En ce qui concerne un contrat d’assurance-vie, le fait de ne pas révéler son existence ne constitue pas nécessairement un recel successoral, bien que certaines décisions aient admis l’intention frauduleuse dans le cas où le bénéficiaire ne divulgue pas l’existence de contrats avec des primes exagérées malgré les demandes des autres héritiers.
L’appréciation de l’intention frauduleuse est laissée à la discrétion des juges.
L’héritier reconnu coupable de recel successoral est soumis à plusieurs sanctions cumulatives :
- Déchéance de l’option successorale : L’héritier est réputé accepter purement et simplement la succession, ce qui l’oblige à assumer les dettes successorales, même sur son propre patrimoine.
- Perte des droits sur les donations rapportables ou réductibles : L’héritier coupable ne peut plus prétendre à aucune part sur ces donations.
- Perte des droits sur les biens recelés : Ces biens sont retirés de l’actif successoral et partagés entre les autres héritiers.
- Restitution des fruits et revenus des biens recelés : L’héritier doit restituer tous les profits issus des biens recelés depuis l’ouverture de la succession, ainsi que les intérêts ou les revenus du bien détourné.
Quelques précisions :
- Si un héritier n’a que des droits en usufruit, il ne peut revendiquer qu’une sanction portant sur la jouissance des biens détournés.

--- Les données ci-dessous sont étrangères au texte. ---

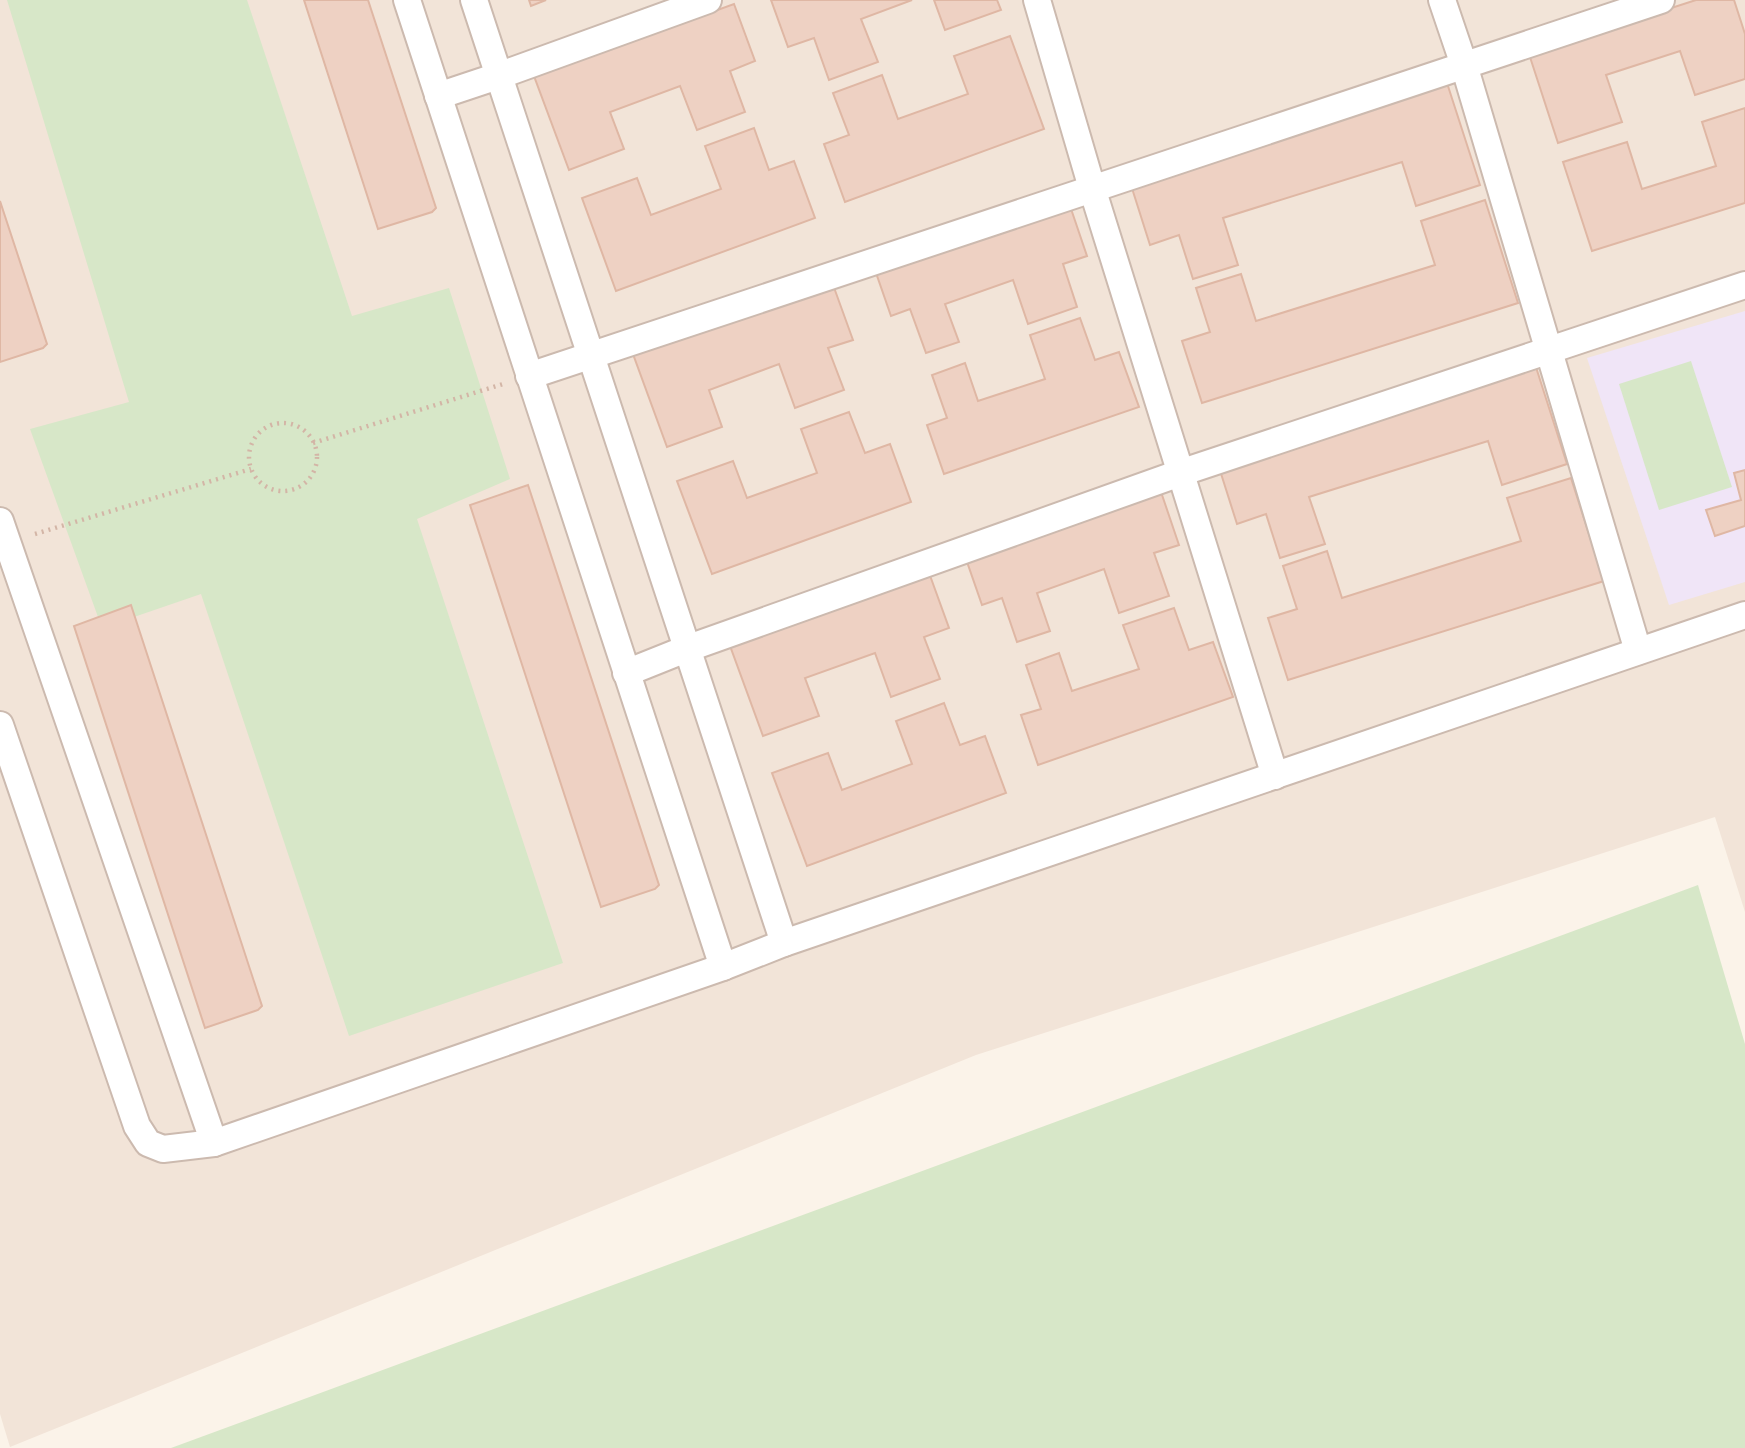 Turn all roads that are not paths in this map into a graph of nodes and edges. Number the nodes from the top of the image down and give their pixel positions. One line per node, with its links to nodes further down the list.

- Si la restitution en nature du bien recelé est impossible, l’héritier receleur doit restituer la valeur actuelle du bien à la succession.
Sanctions pénales
Les sanctions civiles peuvent être complétées par des sanctions pénales, si les actes commis constituent une infraction pénale, comme le vol ou l’abus de faiblesse.
Possibilité de repentir
Il est possible pour un héritier receleur d’éviter les sanctions en se repentant. Pour ce faire, il doit restituer les biens ou sommes détournées, ou révéler l’existence du cohéritier de manière spontanée et avant toute poursuite. Si ces conditions sont respectées, le recel successoral ne pourra plus être retenu contre lui.